Chapter 7: The Market Based Approach to Analyzing Deals: Here we take the findings from the work you did in the market analysis chapters above and begin to apply it to identifying and evaluating properties. I will cover how to evaluate specific property advantages and disadvantages and how to value each of those within your chosen market.
Chapter 8: Proforma Financial Modeling and Setting up for Performance: This chapter takes you through how to financially underwrite your deals for the expected life of the investment. This goes beyond the snapshot modeling of a single year back of the envelope calculation and teaches you professional investment underwriting skills used at the institutional investment level, helping mitigate risks and setting yourself up for success.
Chapter 9: Pricing for Re-Sale, Pricing for Rentals: This chapter walks you through the final step in the process of actually selling your property. This includes pricing the property from a rental perspective as well providing a framework for evaluating whether you should raise rents or not and by how much based on your specific market conditions; taking into account the risks of vacancy loss so you can make a confident, informed decision.
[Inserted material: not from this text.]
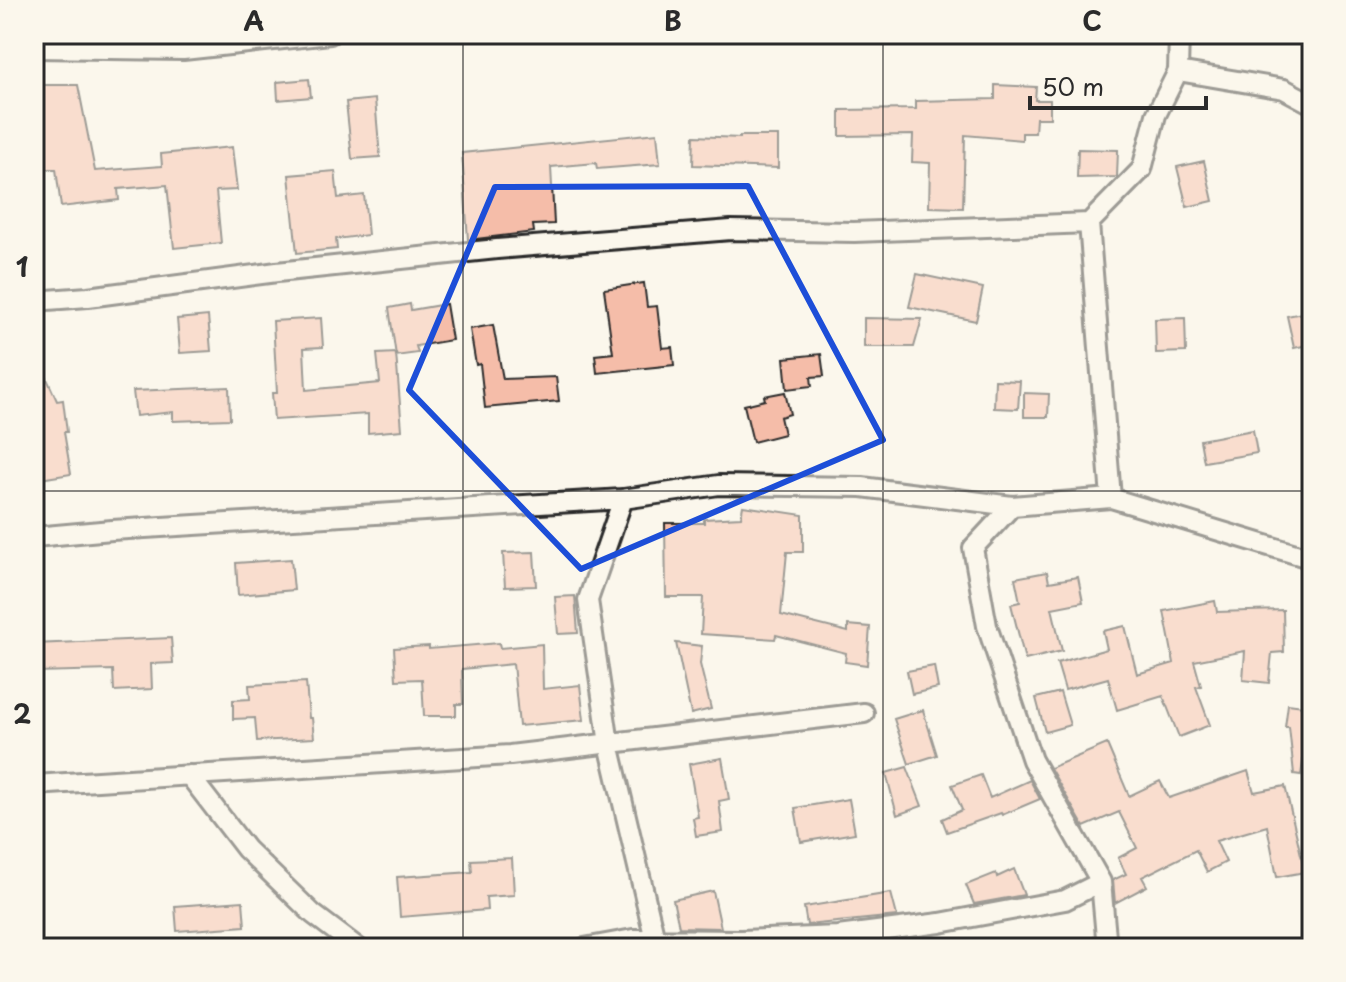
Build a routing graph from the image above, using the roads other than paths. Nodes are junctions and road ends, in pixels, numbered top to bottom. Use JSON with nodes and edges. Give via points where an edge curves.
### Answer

Chapter 10: Summary: As the title suggests, we bring the book to a close and wrap-up a summary of the teachings through concise bulleted takeaways and provide a resource for you to reach out for additional questions.
In addition to each of these chapters, at the end of the book, I include a number of Supply and Demand economic links providing additional resources for you to dig even further into the market analysis as questions come up specific to your markets or properties.